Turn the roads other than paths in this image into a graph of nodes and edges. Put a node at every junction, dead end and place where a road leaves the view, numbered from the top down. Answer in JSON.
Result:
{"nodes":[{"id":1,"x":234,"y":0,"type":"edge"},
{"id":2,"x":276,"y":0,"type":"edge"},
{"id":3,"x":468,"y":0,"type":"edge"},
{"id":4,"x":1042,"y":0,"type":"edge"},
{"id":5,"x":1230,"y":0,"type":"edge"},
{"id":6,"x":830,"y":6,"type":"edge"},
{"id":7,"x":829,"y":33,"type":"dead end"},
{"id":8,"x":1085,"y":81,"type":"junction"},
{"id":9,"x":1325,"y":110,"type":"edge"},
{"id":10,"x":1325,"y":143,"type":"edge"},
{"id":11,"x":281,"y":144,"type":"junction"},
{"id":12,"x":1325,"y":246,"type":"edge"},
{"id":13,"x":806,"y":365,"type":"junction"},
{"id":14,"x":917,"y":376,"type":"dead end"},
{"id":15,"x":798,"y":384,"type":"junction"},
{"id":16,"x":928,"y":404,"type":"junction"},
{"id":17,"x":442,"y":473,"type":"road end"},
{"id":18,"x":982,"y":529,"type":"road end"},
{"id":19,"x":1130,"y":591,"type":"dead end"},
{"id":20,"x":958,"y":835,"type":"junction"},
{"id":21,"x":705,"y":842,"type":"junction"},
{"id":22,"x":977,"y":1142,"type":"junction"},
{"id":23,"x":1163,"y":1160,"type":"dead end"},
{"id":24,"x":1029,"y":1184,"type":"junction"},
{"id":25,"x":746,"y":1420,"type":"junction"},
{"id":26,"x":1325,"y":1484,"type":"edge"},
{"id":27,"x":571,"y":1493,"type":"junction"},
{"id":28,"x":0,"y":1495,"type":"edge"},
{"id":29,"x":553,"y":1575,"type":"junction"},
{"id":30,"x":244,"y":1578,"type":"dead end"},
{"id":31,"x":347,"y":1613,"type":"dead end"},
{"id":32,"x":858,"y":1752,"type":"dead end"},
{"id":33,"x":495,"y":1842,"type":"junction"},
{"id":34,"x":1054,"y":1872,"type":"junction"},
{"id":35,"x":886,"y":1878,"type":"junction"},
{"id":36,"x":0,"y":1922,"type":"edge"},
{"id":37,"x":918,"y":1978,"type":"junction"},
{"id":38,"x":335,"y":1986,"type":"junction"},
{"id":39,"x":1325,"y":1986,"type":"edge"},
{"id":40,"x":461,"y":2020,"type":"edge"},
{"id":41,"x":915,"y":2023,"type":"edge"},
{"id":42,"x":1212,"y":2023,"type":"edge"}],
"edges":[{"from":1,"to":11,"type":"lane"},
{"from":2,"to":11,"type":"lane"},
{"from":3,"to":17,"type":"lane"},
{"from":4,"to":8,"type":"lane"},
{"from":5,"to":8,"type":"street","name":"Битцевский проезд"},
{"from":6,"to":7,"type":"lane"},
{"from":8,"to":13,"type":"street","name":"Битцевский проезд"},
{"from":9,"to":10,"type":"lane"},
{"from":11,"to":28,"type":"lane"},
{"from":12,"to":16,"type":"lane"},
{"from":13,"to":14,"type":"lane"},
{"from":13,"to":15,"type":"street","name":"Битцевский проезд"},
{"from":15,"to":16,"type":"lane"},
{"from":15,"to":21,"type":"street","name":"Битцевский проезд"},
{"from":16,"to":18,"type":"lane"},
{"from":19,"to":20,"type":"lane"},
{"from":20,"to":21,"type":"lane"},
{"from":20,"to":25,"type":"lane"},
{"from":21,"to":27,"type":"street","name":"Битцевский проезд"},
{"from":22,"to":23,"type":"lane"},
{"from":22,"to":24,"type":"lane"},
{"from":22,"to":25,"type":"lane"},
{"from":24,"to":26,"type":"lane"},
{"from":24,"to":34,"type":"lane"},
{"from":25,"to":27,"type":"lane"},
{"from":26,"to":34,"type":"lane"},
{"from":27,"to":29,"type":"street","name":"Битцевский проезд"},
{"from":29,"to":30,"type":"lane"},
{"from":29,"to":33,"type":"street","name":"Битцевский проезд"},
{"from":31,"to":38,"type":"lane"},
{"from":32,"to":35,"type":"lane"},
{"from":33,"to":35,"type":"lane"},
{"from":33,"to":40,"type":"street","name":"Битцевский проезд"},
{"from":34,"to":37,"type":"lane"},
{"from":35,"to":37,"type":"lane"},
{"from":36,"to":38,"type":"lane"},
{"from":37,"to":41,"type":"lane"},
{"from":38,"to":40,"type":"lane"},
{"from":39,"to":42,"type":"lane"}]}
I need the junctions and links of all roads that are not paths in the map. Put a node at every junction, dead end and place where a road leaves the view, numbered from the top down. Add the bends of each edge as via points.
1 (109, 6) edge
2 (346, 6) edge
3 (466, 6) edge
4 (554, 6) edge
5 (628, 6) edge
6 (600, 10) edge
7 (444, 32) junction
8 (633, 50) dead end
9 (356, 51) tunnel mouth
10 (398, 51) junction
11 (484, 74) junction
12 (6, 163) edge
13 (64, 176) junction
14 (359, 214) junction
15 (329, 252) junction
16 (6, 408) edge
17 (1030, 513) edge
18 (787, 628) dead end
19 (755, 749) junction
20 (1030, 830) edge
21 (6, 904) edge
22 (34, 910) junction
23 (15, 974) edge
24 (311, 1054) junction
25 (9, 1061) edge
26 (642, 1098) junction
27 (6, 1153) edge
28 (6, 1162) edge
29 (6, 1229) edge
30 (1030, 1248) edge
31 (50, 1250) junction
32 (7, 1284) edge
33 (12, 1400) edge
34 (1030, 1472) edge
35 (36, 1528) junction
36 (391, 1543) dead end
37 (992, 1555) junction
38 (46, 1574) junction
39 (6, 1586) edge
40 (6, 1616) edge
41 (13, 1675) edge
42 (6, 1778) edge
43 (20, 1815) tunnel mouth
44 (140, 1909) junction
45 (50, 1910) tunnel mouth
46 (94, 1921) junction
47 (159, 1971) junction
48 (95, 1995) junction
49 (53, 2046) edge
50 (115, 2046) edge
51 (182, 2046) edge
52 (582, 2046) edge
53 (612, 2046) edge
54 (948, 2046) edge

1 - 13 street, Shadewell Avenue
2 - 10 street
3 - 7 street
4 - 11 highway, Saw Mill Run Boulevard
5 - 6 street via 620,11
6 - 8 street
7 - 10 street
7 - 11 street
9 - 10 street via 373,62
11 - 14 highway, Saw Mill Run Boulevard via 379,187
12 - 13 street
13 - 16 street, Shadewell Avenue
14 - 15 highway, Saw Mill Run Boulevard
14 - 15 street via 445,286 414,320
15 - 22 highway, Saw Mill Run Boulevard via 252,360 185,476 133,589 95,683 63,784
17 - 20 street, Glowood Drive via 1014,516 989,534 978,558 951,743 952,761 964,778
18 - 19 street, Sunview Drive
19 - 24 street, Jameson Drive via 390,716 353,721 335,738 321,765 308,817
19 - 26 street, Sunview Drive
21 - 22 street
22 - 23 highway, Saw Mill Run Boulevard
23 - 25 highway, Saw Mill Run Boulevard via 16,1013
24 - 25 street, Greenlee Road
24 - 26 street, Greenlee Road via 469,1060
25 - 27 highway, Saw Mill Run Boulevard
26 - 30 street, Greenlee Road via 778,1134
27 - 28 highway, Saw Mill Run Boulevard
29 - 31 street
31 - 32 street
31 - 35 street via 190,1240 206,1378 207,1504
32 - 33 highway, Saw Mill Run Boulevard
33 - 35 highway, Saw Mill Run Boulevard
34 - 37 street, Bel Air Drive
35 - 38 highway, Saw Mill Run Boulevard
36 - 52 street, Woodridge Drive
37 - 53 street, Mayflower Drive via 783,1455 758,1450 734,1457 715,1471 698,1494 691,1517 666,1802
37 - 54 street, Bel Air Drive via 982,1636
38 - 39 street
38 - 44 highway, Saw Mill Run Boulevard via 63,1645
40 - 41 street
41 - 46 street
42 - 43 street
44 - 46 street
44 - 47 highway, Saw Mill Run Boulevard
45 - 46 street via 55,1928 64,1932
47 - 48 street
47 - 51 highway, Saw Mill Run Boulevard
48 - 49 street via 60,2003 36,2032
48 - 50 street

■ Task to complete ■
Search the data for the word "Avenue" and copy each line where it appears.

■ Problem solution ■
1 - 13 street, Shadewell Avenue
13 - 16 street, Shadewell Avenue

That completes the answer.